Many pundits discuss how to grow globally; it is a question that comes up frequently and is a target that lots of companies share. I find myself frequently about the side of the discussion. I recently published a book on the subject and reached out to some people I had worked with for stories and quotes I could place in the publication. I received dozens of answers, and if they all included part of what I had been hoping for — a few stories of how we had worked together to drive explosive earnings growth — practically all of them started with some variant of”even though Zach’s ideas seemed crazy and unorthodox…” I would have liked to feel that those ideas, ideas that have worked for 30 decades and in over 130 countries which have driven 1,000% sales growth four times, ought to be considered textbook rather than guerilla.
What is this unorthodox doctrine? For me, the key to international sales growth for a small- to mid-market-sized maker comes down to creating thoughts share with the right partners in the ideal markets. If you have this, everything typically falls into place.
I’d say that using a mind of sales who’s highly technical or knows your product will not lead to achievement. Language skills won’t lead to achievement. The sales skills that have proven successful in your home market won’t necessarily lead to success. Typically, those are the traits that firms are looking for in their own VP of global sales and then their respective regional supervisors — merchandise familiarity, Chinese or Spanish, and a proven track record promoting the product domestically. I have been called in more instances than I can count to take over the global expansion project from people who had these traits in abundance but couldn’t translate them into earnings.
“Building thoughts share with the ideal partners in the ideal markets.” The first skill you need is the capacity to identify the correct markets. Individuals frequently don’t possess a methodology for choosing the ideal markets, so they select markets for incorrect motives.

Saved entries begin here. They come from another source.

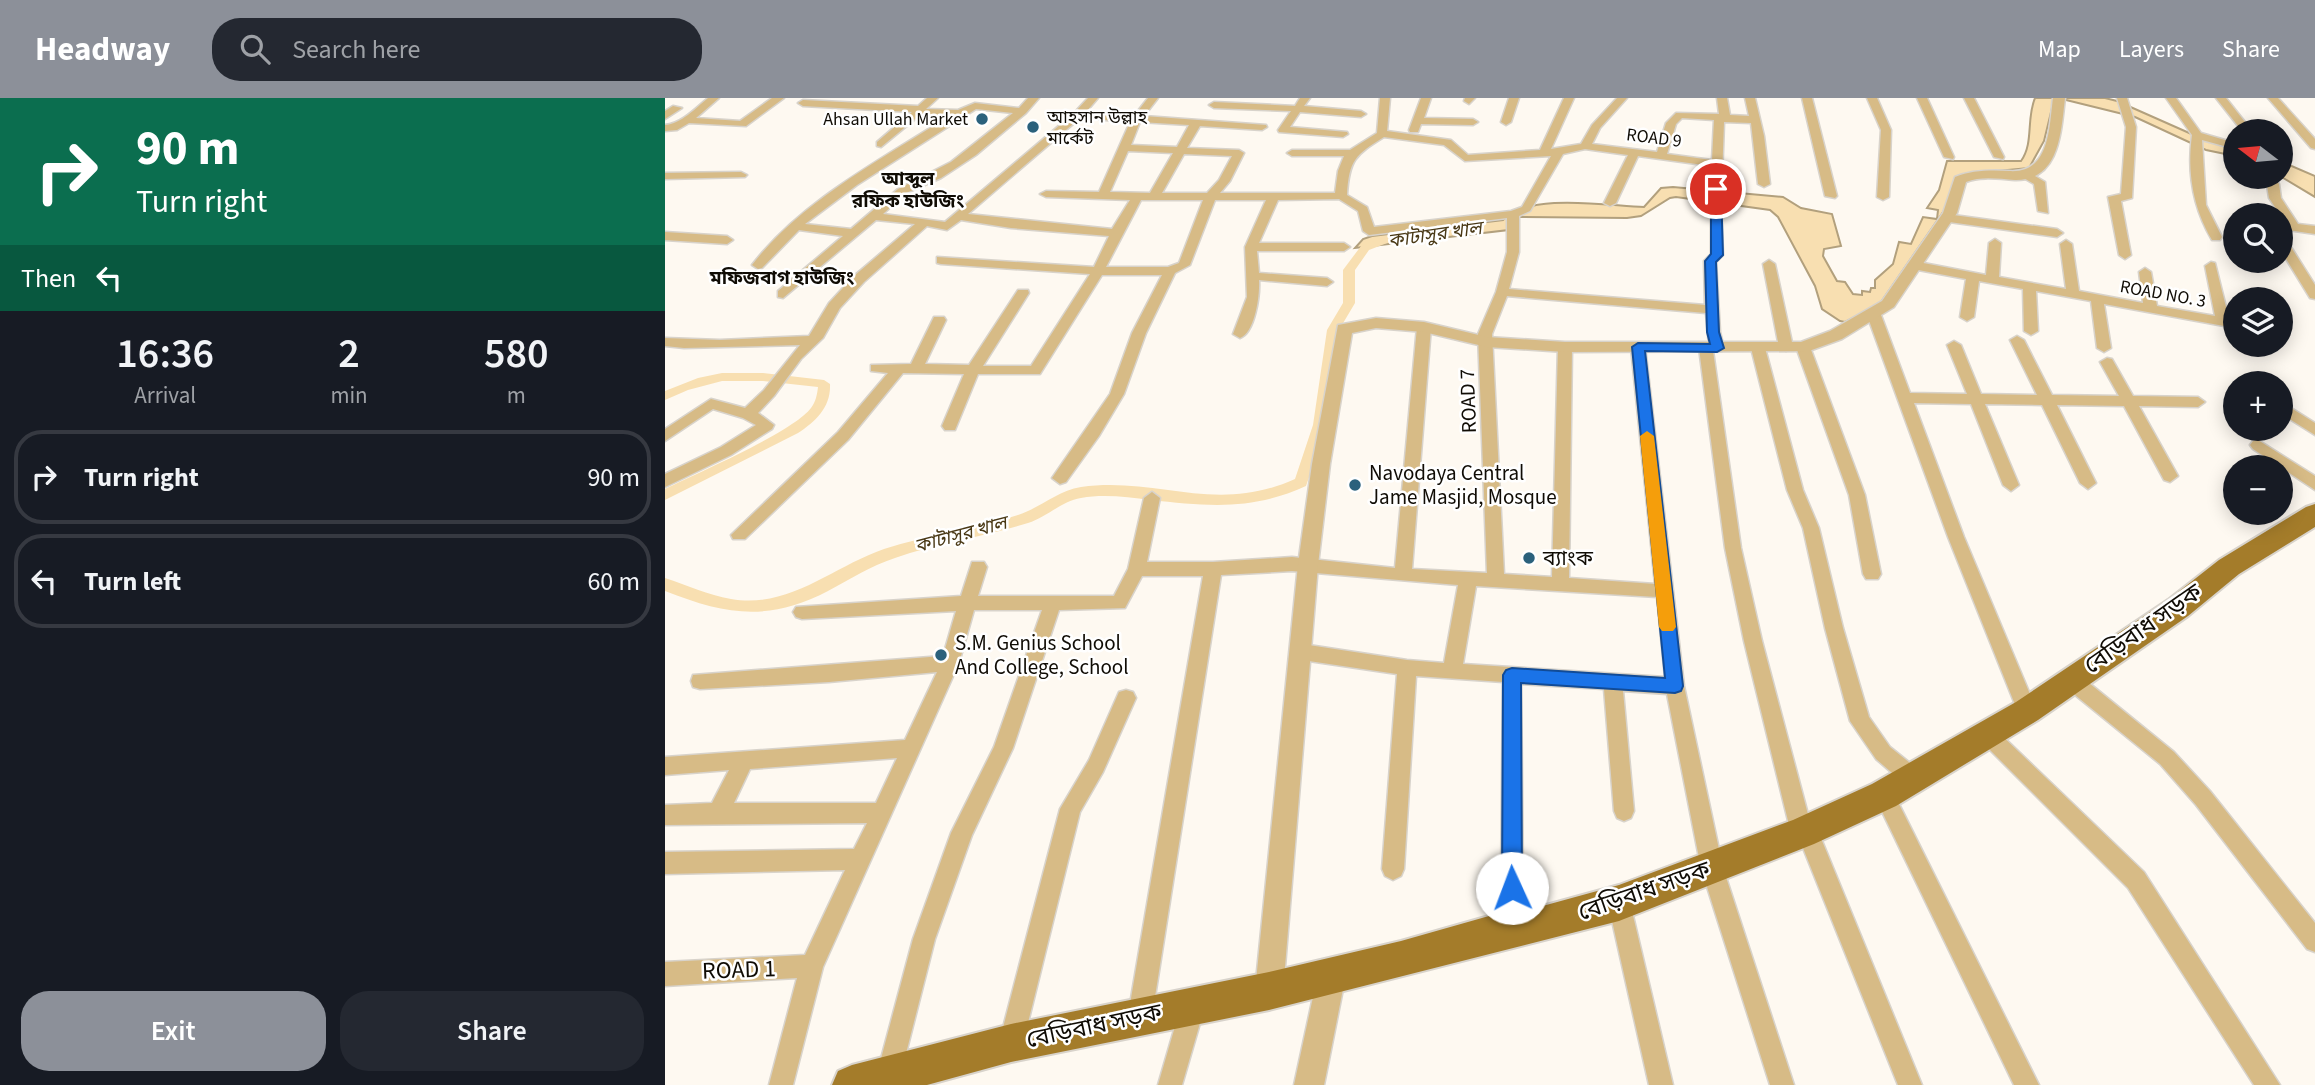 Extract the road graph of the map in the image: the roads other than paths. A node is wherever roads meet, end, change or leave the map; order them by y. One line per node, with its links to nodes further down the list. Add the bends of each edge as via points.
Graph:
1 (714, 98): 38 (street)
2 (779, 98): 38 (street, via 742,124)
3 (933, 98): 30 (street)
4 (997, 98): 28 (street)
5 (1034, 98): 31 (street)
6 (1093, 98): 34 (street)
7 (1153, 98): 39 (street)
8 (1305, 98): 29 (street)
9 (1385, 98): 48 (street)
10 (1426, 98): 41 (street)
11 (1514, 98): 43 (street)
12 (1569, 98): 57 (street)
13 (1622, 98): 53 (street)
14 (1722, 98): 36 (street)
15 (1750, 98): 40 (street)
16 (1807, 98): 74 (street)
17 (1872, 98): 79 (street, via 1886,130)
18 (1922, 98): 63 (street)
19 (1969, 98): 64 (street)
20 (2172, 98): 49 (street)
21 (2221, 98): 37 (street)
22 (2273, 98): 54 (street)
23 (2124, 101): 100 (street, via 2131,127 2126,198 2114,197)
24 (2059, 102): 67 (street, via 2049,153)
25 (803, 103): 30 (street)
26 (1214, 105): 29 (street)
27 (677, 108): 35 (street)
28 (988, 108): 31 (street); 32 (street, via 972,107)
29 (1297, 108): 33 (street); 47 (street, via 1283,131)
30 (920, 111): 32 (street); 52 (street)
31 (1022, 111): 82 (street, via 985,142 926,183 902,191)
32 (960, 113): 87 (street)
33 (1361, 114)
34 (1078, 115): 39 (street); 83 (street)
35 (665, 116)
36 (1722, 118): 40 (street); 62 (street, via 1680,111 1671,123); 65 (street)
37 (2238, 119)
38 (687, 120): 46 (street)
39 (1136, 120): 44 (street); 55 (street)
40 (1756, 120): 69 (street)
41 (1417, 121): 42 (street); 50 (street)
42 (1473, 122)
43 (1506, 122)
44 (1196, 123): 45 (street); 56 (street)
45 (1262, 127)
46 (665, 128)
47 (1343, 134)
48 (1382, 134): 50 (street); 60 (street)
49 (2197, 135): 51 (street); 94 (street, via 2200,205)
50 (1412, 136): 57 (street, via 1447,142 1465,158)
51 (2223, 143)
52 (881, 144)
53 (1585, 146): 58 (street); 61 (street, ROAD 9)
54 (2315, 146)
55 (1124, 148): 56 (street); 72 (street)
56 (1181, 151): 76 (street); 77 (street, via 1239,153)
57 (1544, 152): 58 (street)
58 (1559, 152): 84 (street, via 1526,209)
59 (1293, 153): 60 (street)
60 (1352, 153): 73 (street, via 1342,167)
61 (1634, 153): 62 (street, ROAD 9); 80 (street)
62 (1661, 156): 65 (street, ROAD 9)
63 (1949, 157)
64 (1999, 157)
65 (1719, 164): 125 (street, via 1717,255 1710,261)
66 (741, 175): 68 (street)
67 (2026, 175): 81 (street, via 2039,181); 85 (street, via 1975,175 1960,180)
68 (665, 176)
69 (1764, 184)
70 (2274, 189): 88 (street)
71 (1046, 194): 72 (street)
72 (1103, 196): 75 (street)
73 (1341, 196): 78 (street); 84 (street, via 1363,209 1369,231)
74 (1831, 196)
75 (1138, 197): 76 (street); 91 (street)
76 (1154, 197): 77 (street)
77 (1210, 197): 78 (street); 108 (street, via 1184,265)
78 (1273, 197): 98 (street)
79 (1883, 197)
80 (1610, 203)
81 (2044, 211)
82 (872, 216): 86 (street); 90 (street)
83 (959, 216): 86 (street, via 947,226); 91 (street)
84 (1513, 218): 115 (street, ROAD 7, via 1513,252)
85 (1946, 218): 92 (street); 105 (street)
86 (925, 222): 133 (street, via 851,288)
87 (796, 226): 90 (street); 104 (street)
88 (2294, 227): 89 (street)
89 (2315, 230)
90 (851, 233): 117 (street)
91 (1116, 233): 107 (street)
92 (2057, 233)
93 (665, 236): 95 (street)
94 (2216, 237)
95 (727, 240)
96 (1995, 243): 112 (street)
97 (2066, 244): 118 (street)
98 (1251, 247): 99 (street); 110 (street)
99 (1344, 247)
100 (2125, 255)
101 (941, 260): 107 (street)
102 (2293, 260): 119 (street)
103 (1769, 264): 140 (street)
104 (758, 265)
105 (1913, 265): 111 (street, ROAD NO. 3); 126 (street, via 1888,304)
106 (2211, 266): 121 (street)
107 (1098, 271): 108 (street); 145 (street, via 1035,371)
108 (1170, 271): 158 (street, via 1139,333 1117,394)
109 (2144, 272): 124 (street)
110 (1254, 276): 113 (street); 132 (street, via 1254,297)
111 (1973, 277): 112 (street, ROAD NO. 3); 127 (street)
112 (1992, 280): 114 (street, ROAD NO. 3)
113 (1327, 282)
114 (2029, 287): 118 (street, ROAD NO. 3); 131 (street)
115 (1502, 292): 125 (street); 136 (street, ROAD 7)
116 (1023, 293): 145 (street)
117 (782, 294)
118 (2073, 295): 120 (street, ROAD NO. 3)
119 (2315, 295)
120 (2097, 300): 124 (street, ROAD NO. 3); 149 (street, via 2106,355)
121 (2220, 301): 122 (street); 123 (street)
122 (2223, 302)
123 (2223, 308)
124 (2151, 309): 129 (street, ROAD NO. 3)
125 (1712, 310): 141 (street)
126 (1874, 315): 140 (street, via 1836,335); 146 (street)
127 (1967, 317)
128 (939, 320): 144 (street)
129 (2223, 322)
130 (1424, 327): 136 (street); 166 (street, via 1376,323 1343,329); 171 (street)
131 (2031, 331)
132 (1240, 334)
133 (812, 340): 135 (street, via 725,345); 151 (street)
134 (2017, 340): 148 (street)
135 (665, 342)
136 (1487, 342): 138 (street); 173 (street, ROAD 7)
137 (1954, 345): 147 (street)
138 (1565, 346): 139 (street); 174 (street)
139 (1638, 347): 141 (street); 175 (street)
140 (1795, 347): 142 (street); 170 (street, via 1857,495)
141 (1712, 348): 142 (street); 200 (street, via 1734,548 1753,641)
142 (1758, 348): 194 (street, via 1795,490 1811,528 1860,721 1883,753)
143 (876, 368): 144 (street)
144 (908, 368): 145 (street); 165 (street)
145 (972, 371): 153 (street)
146 (1905, 398): 147 (street); 189 (street)
147 (1976, 399): 148 (street); 162 (street)
148 (2047, 400): 149 (street); 160 (street)
149 (2130, 401): 150 (street); 157 (street)
150 (2198, 402)
151 (748, 414): 155 (street, via 711,404); 159 (street, via 767,425)
152 (2293, 415): 154 (street)
153 (950, 426)
154 (2315, 430)
155 (665, 436)
156 (2258, 445): 161 (street)
157 (2170, 476)
158 (1061, 478)
159 (665, 481)
160 (2088, 482)
161 (2315, 484)
162 (2011, 485)
163 (1152, 498): 168 (street)
164 (2315, 514): 184 (highway, বেড়িবাধ সড়ক, via 2229,567 2178,608)
165 (739, 535)
166 (1308, 565): 169 (street); 171 (street); 179 (street)
167 (978, 567): 176 (street)
168 (1137, 569): 169 (street); 177 (street, via 1119,603)
169 (1213, 569): 213 (street)
170 (1872, 574)
171 (1402, 576): 172 (street)
172 (1468, 580): 173 (street); 182 (street)
173 (1496, 582): 174 (street)
174 (1560, 586): 175 (street)
175 (1663, 591): 187 (street)
176 (967, 603): 177 (street); 178 (street); 180 (street)
177 (1053, 603): 215 (street, via 1003,748 962,833 924,939)
178 (802, 612)
179 (1302, 652): 181 (street); 211 (street)
180 (950, 663): 185 (street); 191 (street)
181 (1406, 668): 182 (street); 204 (street)
182 (1452, 671): 183 (street)
183 (1512, 675): 186 (street); 206 (street, via 1512,888)
184 (2071, 680): 189 (highway, বেড়িবাধ সড়ক); 207 (street, via 2167,758)
185 (700, 681)
186 (1613, 682): 187 (street); 196 (street)
187 (1675, 686): 203 (street)
188 (1126, 698): 214 (street, via 1096,766 1070,809)
189 (2027, 711): 190 (highway, বেড়িবাধ সড়ক)
190 (1987, 734): 194 (highway, বেড়িবাধ সড়ক); 224 (street, via 2136,880)
191 (911, 748): 192 (street); 198 (street)
192 (744, 761): 193 (street); 197 (street)
193 (667, 769)
194 (1913, 778): 195 (highway, বেড়িবাধ সড়ক)
195 (1884, 795): 200 (highway, বেড়িবাধ সড়ক); 223 (street)
196 (1624, 811)
197 (718, 813): 198 (street); 199 (street)
198 (882, 813): 201 (street)
199 (665, 815)
200 (1805, 832): 203 (highway, বেড়িবাধ সড়ক); 222 (street)
201 (861, 859): 202 (street); 208 (street)
202 (665, 863)
203 (1712, 868): 205 (highway, বেড়িবাধ সড়ক); 221 (street)
204 (1393, 869)
205 (1619, 903): 206 (highway, বেড়িবাধ সড়ক); 220 (street)
206 (1539, 925): 210 (highway, বেড়িবাধ সড়ক)
207 (2315, 942)
208 (812, 966): 209 (street, ROAD 1); 216 (street)
209 (665, 974)
210 (1332, 974): 211 (highway, বেড়িবাধ সড়ক); 219 (street)
211 (1269, 991): 212 (highway, বেড়িবাধ সড়ক)
212 (1193, 1006): 213 (highway, বেড়িবাধ সড়ক); 218 (street)
213 (1140, 1016): 214 (highway, বেড়িবাধ সড়ক)
214 (1011, 1043): 215 (highway, বেড়িবাধ সড়ক)
215 (887, 1081): 217 (highway, বেড়িবাধ সড়ক)
216 (781, 1085)
217 (852, 1085)
218 (1170, 1085)
219 (1309, 1085)
220 (1661, 1085)
221 (1782, 1085)
222 (1910, 1085)
223 (2027, 1085)
224 (2267, 1085)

This is a subject that actually demands a great deal of depth to talk about, and I’ve written dozens of webpages on this, the short way to address this is by simply asking, “Can we identify markets in which there are large numbers of people having the problem I solve and who have the cash to address that issue?” These are the markets that we should be going into.
Secondly, how can we find the proper partners? We might want to start with who the perfect partner is why we should have partners in any respect. Again, this is the form of sales theory that we could talk about for hours or even heaps of webpages. The answer is that this is all about force multiplication. If we would like to own sales assets carrying out the correct sales activities around the world in a cheap manner,
I believe the only way to get a small- to the midsize company to do this is by forming station ventures. If we’ve mapped out the earnings process and we know what actions we are looking to execute, we are going to assign a few of those actions to the spouse — for example, discovery calls in the current market, presentations, and building relationship with the end-user — and we all could use this listing of jobs to specify the perfect mate. After we have profiled the spouse, we could figure out where we can find him and how we can onboard him. As a fast example of this, consider the query, “Could I figure out exactly what else the perfect partner would be selling and identify him this way?”
Now comes the interesting part: building and protecting mind share. Every day, every salesperson who works for your station partners gets up and decides what she is selling that day. What you want doesn’t come into the equation. If the distributor is great, the salespeople are making a good living now. They have products in their portfolio that have paid for their property, their car, and maybe their boat or summer home… and then they have your product. Perhaps you have convinced them that they can make money from your product, that it is easy to use you and, most importantly, that you are trusted not to try to deceive them?
Very often, American producers that are new or growing their exportation business have a very different comprehension of”cheating” compared to local channel partners do. Channel partners expect to put effort into creating the market, and then they expect to make their profits when earnings are made. Changing partners, splitting markets, and going direct are things that are likely to concern partners and who possess the potential for losing mind share. It can be crucial to become crystal clear with the message about your coverage on this.
There are many different tools that you may use to build this mind share, including coaching, good sales enablement, building a distributor community, and coaching.
As with anything, the real key is to learn from the beginning what it is you’re attempting to achieve to cultivate revenue and market share — that will be mind share with the right partners in the right markets.